Ich danke Melanie Huml für die vertrauensvolle und enge Zusammenarbeit in den vergangenen Monaten mit mir als Staatssekretär. Auch als künftiger Gesundheitsminister wird es nun mein Ziel sein, die Corona-Pandemie kraftvoll einzudämmen“, lässt der designierte Minister Holetschek als ein erstes Statement zur seiner Beförderung verlauten. Huml, die künftig in der Staatskanzlei die Themenfelder Europa und Internationales betreuen wird, gibt sich hingegen diplomatisch: „Die Corona-Pandemie hat gezeigt, wie wichtig Abstimmungen auf internationaler Ebene sind. Aber auch bei anderen Themen bietet die Europa-Politik große Herausforderungen. Deshalb freue ich mich auf meinen neuen Aufgabenbereich in der Staatskanzlei“.

Keine leichte Aufgabe für Holetschek

Bereits seit längerem steht Melanie Huml in der Kritik. Die Oppositionsparteien im Bayerischen Landtag fordern immer wieder den Rücktritt der Ministerin. Probleme bei den Testungen etlicher Reiserückkehrer im Sommer sowie Fehler bei der Nachverfolgung von Urlaubern, die positiv auf das Coronavirus getestet wurden, erschwerten Humls Arbeit in den letzten Monaten. Ihr designierter Nachfolger Holetschek erbt keine leichte Aufgabe. Die Implementierung einer erfolgreichen Impfstrategie gilt als wesentliche Zielsetzung, die der neue bayerische Gesundheitsminister zu bewerkstelligen hat.

Schwere Wochen für Kultusminister

Keine leichten Wochen warten auch auf Bayerns Kultusminister Prof. Michael Piazolo. Die verlängerte Schließung von Schulen und Kitas zerrt an den Nerven von Eltern und Schülern. Hinzu kommt noch, dass die Umstellung auf digitales Unterrichten immer noch zu viele Schwachstellen aufweist. Vor allem die Lernplattform „Mebis“ bereitet Probleme. Wenige Tage vor dem Ende der Winterferien erhitzt ein Brief aus dem Kultusministerium die Gemüter. In dem Schreiben wird an einer Stelle eine zurückhaltende Nutzung der digitalen Lernplattform empfohlen. Die Kritik an der Formulierung blieb nicht lange aus. Piazolo erklärte wenig später, dass man an der Lernplattform weiterhin festhalte, jedoch zu einer gestaffelten Nutzung am Morgen rate.
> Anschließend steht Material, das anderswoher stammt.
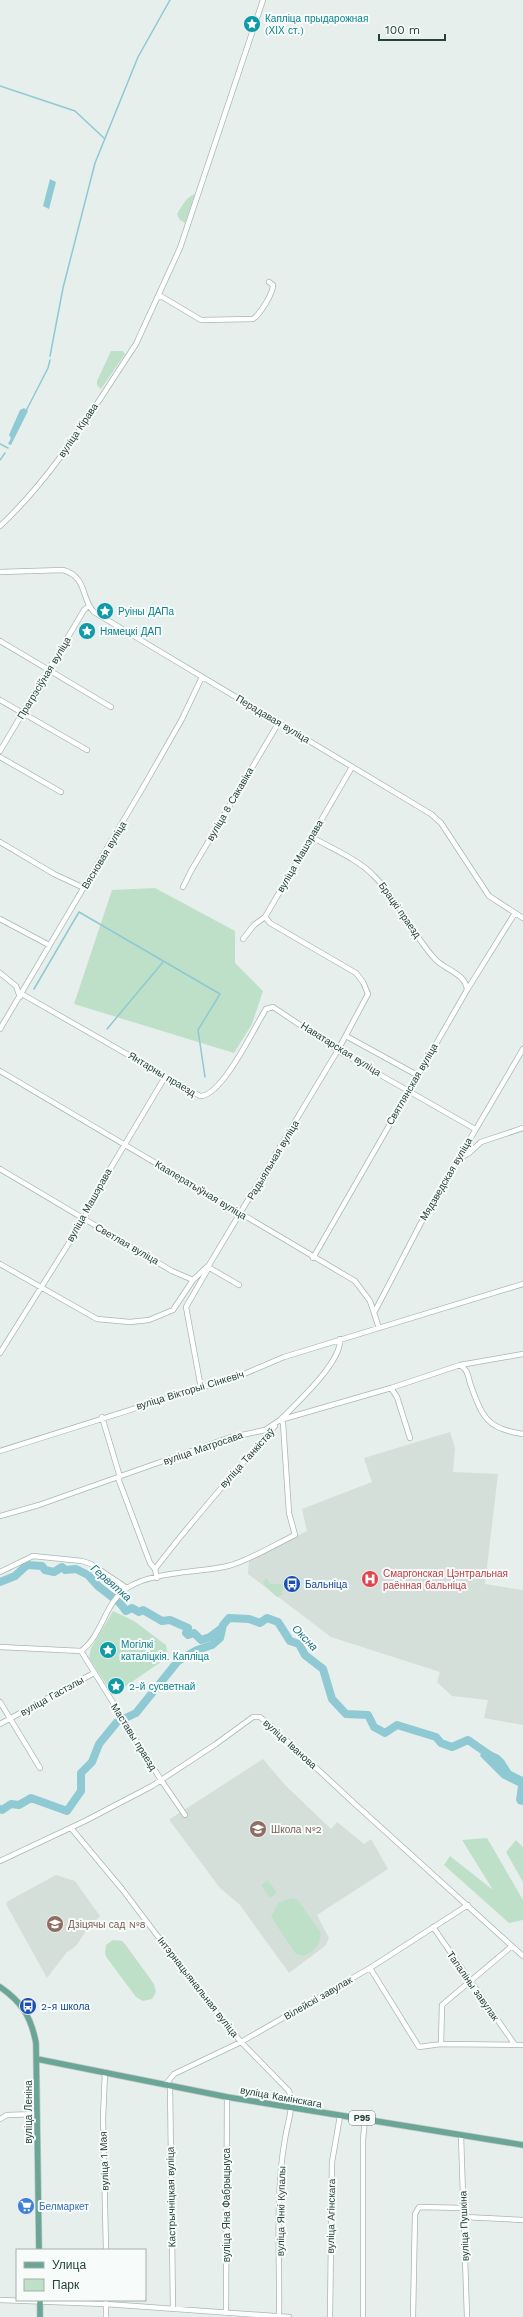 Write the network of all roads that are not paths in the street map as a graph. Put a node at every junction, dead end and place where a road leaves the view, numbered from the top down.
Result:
1 (263, 0) edge
2 (269, 282) dead end
3 (159, 296) junction
4 (0, 526) edge
5 (0, 572) edge
6 (89, 606) junction
7 (0, 641) edge
8 (49, 670) junction
9 (202, 677) junction
10 (0, 700) edge
11 (111, 707) dead end
12 (22, 713) junction
13 (279, 722) junction
14 (87, 750) dead end
15 (0, 751) edge
16 (0, 757) edge
17 (352, 767) junction
18 (60, 792) dead end
19 (312, 837) junction
20 (0, 842) edge
21 (183, 887) dead end
22 (84, 888) junction
23 (514, 913) junction
24 (265, 917) junction
25 (523, 918) edge
26 (0, 919) edge
27 (244, 940) dead end
28 (49, 945) junction
29 (0, 973) edge
30 (476, 974) junction
31 (461, 977) junction
32 (467, 990) junction
33 (21, 996) junction
34 (270, 1007) joint
35 (0, 1029) edge
36 (346, 1036) junction
37 (338, 1050) junction
38 (523, 1050) edge
39 (0, 1071) edge
40 (417, 1075) junction
41 (166, 1077) junction
42 (409, 1090) junction
43 (523, 1128) edge
44 (475, 1129) junction
45 (124, 1144) junction
46 (458, 1159) junction
47 (0, 1169) edge
48 (242, 1214) junction
49 (84, 1219) junction
50 (313, 1258) junction
51 (0, 1264) edge
52 (208, 1267) junction
53 (192, 1282) junction
54 (523, 1284) edge
55 (239, 1285) dead end
56 (40, 1288) junction
57 (194, 1292) junction
58 (186, 1307) junction
59 (375, 1311) junction
60 (171, 1312) junction
61 (379, 1328) junction
62 (340, 1339) junction
63 (0, 1353) edge
64 (523, 1354) edge
65 (460, 1364) junction
66 (201, 1388) junction
67 (391, 1388) junction
68 (102, 1417) junction
69 (280, 1420) junction
70 (523, 1434) edge
71 (410, 1438) dead end
72 (0, 1451) edge
73 (119, 1477) junction
74 (0, 1516) edge
75 (155, 1569) junction
76 (0, 1572) edge
77 (157, 1578) junction
78 (127, 1588) junction
79 (0, 1647) edge
80 (81, 1651) junction
81 (94, 1673) junction
82 (0, 1702) edge
83 (10, 1719) junction
84 (0, 1724) edge
85 (40, 1768) dead end
86 (161, 1780) junction
87 (184, 1815) dead end
88 (71, 1828) junction
89 (0, 1861) edge
90 (468, 1905) junction
91 (433, 1927) junction
92 (512, 1946) junction
93 (523, 1956) edge
94 (370, 1968) junction
95 (470, 1982) junction
96 (0, 1987) edge
97 (241, 2042) junction
98 (441, 2044) junction
99 (515, 2045) junction
100 (523, 2045) edge
101 (37, 2059) junction
102 (104, 2072) junction
103 (168, 2084) junction
104 (227, 2097) junction
105 (291, 2107) junction
106 (37, 2114) junction
107 (340, 2116) junction
108 (0, 2119) edge
109 (366, 2119) junction
110 (461, 2136) junction
111 (523, 2146) edge
112 (464, 2208) junction
113 (464, 2217) junction
114 (523, 2220) edge
115 (39, 2249) edge
116 (106, 2249) edge
117 (0, 2300) edge
118 (16, 2300) edge
119 (40, 2301) edge
120 (106, 2302) edge
121 (173, 2309) junction
122 (226, 2312) junction
123 (279, 2316) edge
124 (40, 2317) edge
125 (106, 2317) edge
126 (289, 2317) edge
127 (330, 2317) edge
128 (363, 2317) edge
129 (413, 2317) edge
130 (467, 2317) edge

1 - 3 street, вуліца Кірава
2 - 3 street
3 - 4 street, вуліца Кірава
5 - 6 street
6 - 8 street, Прагрэсіўная вуліца
6 - 9 street, Перадавая вуліца
7 - 8 street
8 - 11 street
8 - 12 street, Прагрэсіўная вуліца
9 - 13 street, Перадавая вуліца
9 - 22 street, Вясновая вуліца
10 - 12 street
12 - 14 street
12 - 15 street, Прагрэсіўная вуліца
13 - 17 street, Перадавая вуліца
13 - 21 street, вуліца 8 Сакавіка
16 - 18 street
17 - 19 street, вуліца Машэрава
17 - 23 street, Перадавая вуліца
19 - 24 street, вуліца Машэрава
19 - 31 street, Брацкі праезд
20 - 22 street
22 - 28 street, Вясновая вуліца
23 - 25 street, Перадавая вуліца
23 - 30 street, Святлянская вуліца
24 - 27 street, вуліца Машэрава
24 - 36 street, Радыяльная вуліца
26 - 28 street
28 - 33 street, Вясновая вуліца
29 - 33 street
30 - 31 street
30 - 32 street, Святлянская вуліца
31 - 32 street
32 - 40 street, Святлянская вуліца
33 - 35 street, Вясновая вуліца
33 - 41 street, Янтарны праезд
34 - 37 street, Наватарская вуліца
34 - 41 street, Янтарны праезд
36 - 37 street, Радыяльная вуліца
36 - 40 street
37 - 42 street, Наватарская вуліца
37 - 48 street, Радыяльная вуліца
38 - 44 street, Мядзведская вуліца
39 - 45 street, Кааператыўная вуліца
40 - 42 street, Святлянская вуліца
41 - 45 street, вуліца Машэрава
42 - 44 street, Наватарская вуліца
42 - 50 street, Святлянская вуліца
43 - 46 street
44 - 46 street, Мядзведская вуліца
45 - 48 street, Кааператыўная вуліца
45 - 49 street, вуліца Машэрава
46 - 59 street, Мядзведская вуліца
47 - 49 street, Светлая вуліца
48 - 50 street, Кааператыўная вуліца
48 - 52 street, Радыяльная вуліца
49 - 53 street, Светлая вуліца
49 - 56 street, вуліца Машэрава
50 - 59 street, Кааператыўная вуліца
51 - 56 street
52 - 53 street, Радыяльная вуліца
52 - 55 street
52 - 57 street
53 - 57 street
53 - 60 street, Радыяльная вуліца
54 - 61 street, вуліца Вікторыі Сінкевіч
56 - 60 street
56 - 63 street, вуліца Машэрава
57 - 58 street
58 - 60 street
58 - 66 street
59 - 61 street, Кааператыўная вуліца
61 - 62 street, вуліца Вікторыі Сінкевіч
62 - 66 street, вуліца Вікторыі Сінкевіч
62 - 69 street, вуліца Танкістаў
64 - 65 street, вуліца Матросава
65 - 67 street, вуліца Матросава
65 - 70 street
66 - 68 street, вуліца Вікторыі Сінкевіч
67 - 69 street, вуліца Матросава
67 - 71 street
68 - 72 street, вуліца Вікторыі Сінкевіч
68 - 73 street
69 - 73 street, вуліца Матросава
69 - 75 street, вуліца Танкістаў
69 - 77 street
73 - 74 street, вуліца Матросава
73 - 75 street
75 - 77 street
76 - 78 street
77 - 78 street
78 - 80 street
79 - 80 street
80 - 81 street, Маставы праезд
81 - 83 street, вуліца Гастэлы
81 - 86 street, Маставы праезд
82 - 83 street, вуліца Гастэлы
83 - 84 street, вуліца Гастэлы
83 - 85 street, вуліца Гастэлы
86 - 87 street, Маставы праезд
86 - 88 street, вуліца Іванова
86 - 90 street, вуліца Іванова
88 - 89 street, вуліца Іванова
88 - 97 street, Інтэрнацыянальная вуліца
90 - 91 street, Вілейскі завулак
90 - 92 street, вуліца Іванова
91 - 94 street, Вілейскі завулак
91 - 95 street, Тапаліны завулак
92 - 93 street, вуліца Іванова
92 - 95 street
94 - 97 street, Вілейскі завулак
94 - 98 street
95 - 98 street
95 - 99 street, Тапаліны завулак
96 - 101 main road, вуліца Леніна
97 - 103 street, Вілейскі завулак
97 - 105 street, Інтэрнацыянальная вуліца
98 - 99 street
99 - 100 street
101 - 102 main road, вуліца Камінскага / Р95
101 - 106 main road, вуліца Леніна
102 - 103 main road, вуліца Камінскага / Р95
102 - 116 street, вуліца 1 Мая
103 - 104 main road, вуліца Камінскага / Р95
103 - 121 street, Кастрычніцкая вуліца
104 - 105 main road, вуліца Камінскага / Р95
104 - 122 street, вуліца Яна Фабрыцыуса
105 - 107 main road, вуліца Камінскага / Р95
105 - 123 street, вуліца Янкі Купалы
106 - 108 street
106 - 115 main road, вуліца Леніна
107 - 109 main road, вуліца Камінскага / Р95
107 - 127 street, вуліца Агінскага
109 - 110 main road, вуліца Камінскага / Р95
109 - 128 street
110 - 111 main road, вуліца Камінскага / Р95
110 - 112 street, вуліца Пушкіна
112 - 113 street, вуліца Пушкіна
112 - 129 street
113 - 114 street
113 - 130 street, вуліца Пушкіна
117 - 118 street
119 - 120 street
119 - 124 main road
120 - 121 street
120 - 125 street
121 - 122 street
122 - 123 street
123 - 126 street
Handel soll durch „click & collect“ gestärkt werden

Wirtschaftsminister Hubert Aiwanger zeigt sich besorgt über die steigende Frustration im Land, vor allem im Einzelhandel. Dementsprechend wurde das über Weihnachten erlassene Verbot bestellte Waren vor Ort abzuholen gekippt. „Ich habe mich dafür eingesetzt, dass wir diesen Verkaufskanal für die lokalen Händler jetzt öffnen. Im Dezember hatte noch die Befürchtung überwogen, dass sich zu viele Menschen gleichzeitig vor den Geschäften aufhalten. Nun ist das der vielleicht letzte Strohhalm für die Händler, die seit Mitte Dezember geschlossen haben müssen“, sagt Aiwanger. Ab kommender Woche ist das sogenannte „click & collect“-Konzept wieder erlaubt. Konsumenten dürfen bei Händlern online oder telefonisch Ware bestellen und diese anschließend vor dem Geschäft abholen.